YOUR OBJECTIVE
In the entries, find all lines that hold the word "Silver" and copy them.

──────── THE DATA

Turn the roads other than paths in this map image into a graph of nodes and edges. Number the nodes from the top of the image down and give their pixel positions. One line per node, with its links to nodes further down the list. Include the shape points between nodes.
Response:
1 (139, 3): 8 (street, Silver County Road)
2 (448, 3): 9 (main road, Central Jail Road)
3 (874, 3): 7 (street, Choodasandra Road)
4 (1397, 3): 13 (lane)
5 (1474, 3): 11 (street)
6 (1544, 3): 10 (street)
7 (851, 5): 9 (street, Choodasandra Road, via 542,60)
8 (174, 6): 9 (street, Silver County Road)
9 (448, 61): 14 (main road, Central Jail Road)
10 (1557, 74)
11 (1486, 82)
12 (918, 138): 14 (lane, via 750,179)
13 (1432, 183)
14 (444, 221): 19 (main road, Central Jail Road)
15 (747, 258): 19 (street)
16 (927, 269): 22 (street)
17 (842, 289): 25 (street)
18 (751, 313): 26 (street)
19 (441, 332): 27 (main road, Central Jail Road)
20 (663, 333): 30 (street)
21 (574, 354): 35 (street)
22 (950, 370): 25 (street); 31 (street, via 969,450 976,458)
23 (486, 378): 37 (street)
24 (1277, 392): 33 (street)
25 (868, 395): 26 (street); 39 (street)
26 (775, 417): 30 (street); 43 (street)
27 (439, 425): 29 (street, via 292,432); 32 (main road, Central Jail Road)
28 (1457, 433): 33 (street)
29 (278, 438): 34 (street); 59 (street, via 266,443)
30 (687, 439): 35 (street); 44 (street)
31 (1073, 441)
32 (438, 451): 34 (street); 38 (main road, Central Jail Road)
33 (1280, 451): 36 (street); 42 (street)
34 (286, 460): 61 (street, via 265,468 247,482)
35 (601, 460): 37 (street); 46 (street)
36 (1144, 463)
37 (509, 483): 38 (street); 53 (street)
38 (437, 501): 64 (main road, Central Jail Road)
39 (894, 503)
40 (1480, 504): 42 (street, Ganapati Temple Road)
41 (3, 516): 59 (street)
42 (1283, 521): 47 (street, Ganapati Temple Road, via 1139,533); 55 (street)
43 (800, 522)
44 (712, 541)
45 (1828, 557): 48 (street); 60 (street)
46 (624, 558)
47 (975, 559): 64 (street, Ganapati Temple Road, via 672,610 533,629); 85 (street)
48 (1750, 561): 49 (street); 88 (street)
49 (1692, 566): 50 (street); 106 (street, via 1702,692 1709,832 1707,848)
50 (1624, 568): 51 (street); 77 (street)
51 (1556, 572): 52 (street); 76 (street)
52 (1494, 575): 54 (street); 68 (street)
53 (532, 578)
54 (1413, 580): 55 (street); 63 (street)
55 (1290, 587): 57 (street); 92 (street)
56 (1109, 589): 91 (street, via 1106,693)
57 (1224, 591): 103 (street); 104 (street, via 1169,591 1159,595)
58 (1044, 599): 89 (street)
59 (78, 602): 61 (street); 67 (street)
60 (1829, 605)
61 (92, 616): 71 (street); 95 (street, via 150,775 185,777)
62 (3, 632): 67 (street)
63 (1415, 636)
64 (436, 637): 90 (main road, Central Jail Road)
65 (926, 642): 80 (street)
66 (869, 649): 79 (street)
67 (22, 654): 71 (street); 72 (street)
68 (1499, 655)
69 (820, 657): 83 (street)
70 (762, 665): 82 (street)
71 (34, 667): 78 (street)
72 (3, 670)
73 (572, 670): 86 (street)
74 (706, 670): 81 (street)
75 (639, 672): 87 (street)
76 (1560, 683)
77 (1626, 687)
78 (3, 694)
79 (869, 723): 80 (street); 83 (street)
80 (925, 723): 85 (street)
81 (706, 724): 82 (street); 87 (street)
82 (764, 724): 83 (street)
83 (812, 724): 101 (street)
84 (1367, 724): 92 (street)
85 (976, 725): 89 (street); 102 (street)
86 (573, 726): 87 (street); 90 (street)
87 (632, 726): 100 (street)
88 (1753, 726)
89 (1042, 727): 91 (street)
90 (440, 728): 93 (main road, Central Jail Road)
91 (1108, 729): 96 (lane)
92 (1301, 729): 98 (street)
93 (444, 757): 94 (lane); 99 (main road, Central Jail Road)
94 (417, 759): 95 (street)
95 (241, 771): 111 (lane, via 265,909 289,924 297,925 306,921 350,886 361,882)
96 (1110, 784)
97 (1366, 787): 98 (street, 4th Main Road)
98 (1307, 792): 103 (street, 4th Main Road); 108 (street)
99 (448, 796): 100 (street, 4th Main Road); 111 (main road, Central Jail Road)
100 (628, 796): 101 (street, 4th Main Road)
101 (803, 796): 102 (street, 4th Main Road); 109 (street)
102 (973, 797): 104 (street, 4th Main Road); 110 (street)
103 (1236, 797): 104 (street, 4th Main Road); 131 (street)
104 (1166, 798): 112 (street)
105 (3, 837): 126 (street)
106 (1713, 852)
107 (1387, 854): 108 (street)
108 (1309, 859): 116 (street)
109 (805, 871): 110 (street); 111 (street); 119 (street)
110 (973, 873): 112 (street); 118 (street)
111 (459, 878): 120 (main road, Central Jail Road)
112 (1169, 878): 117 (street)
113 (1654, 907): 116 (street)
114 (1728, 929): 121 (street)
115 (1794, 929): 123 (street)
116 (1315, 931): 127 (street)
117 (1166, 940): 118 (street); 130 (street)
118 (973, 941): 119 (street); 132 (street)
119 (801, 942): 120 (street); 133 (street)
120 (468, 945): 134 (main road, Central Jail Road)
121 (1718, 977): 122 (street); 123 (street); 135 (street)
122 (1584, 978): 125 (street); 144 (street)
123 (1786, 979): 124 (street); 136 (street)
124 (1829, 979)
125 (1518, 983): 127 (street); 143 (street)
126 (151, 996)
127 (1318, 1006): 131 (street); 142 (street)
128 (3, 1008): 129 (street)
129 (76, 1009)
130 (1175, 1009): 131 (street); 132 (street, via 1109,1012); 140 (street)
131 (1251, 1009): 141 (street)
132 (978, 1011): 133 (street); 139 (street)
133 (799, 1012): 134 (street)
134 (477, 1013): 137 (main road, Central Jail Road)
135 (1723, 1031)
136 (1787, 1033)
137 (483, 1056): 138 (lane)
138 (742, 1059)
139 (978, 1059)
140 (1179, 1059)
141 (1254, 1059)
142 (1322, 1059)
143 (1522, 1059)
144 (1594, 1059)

────────────────

WRITTEN ANSWER
1 (139, 3): 8 (street, Silver County Road)
8 (174, 6): 9 (street, Silver County Road)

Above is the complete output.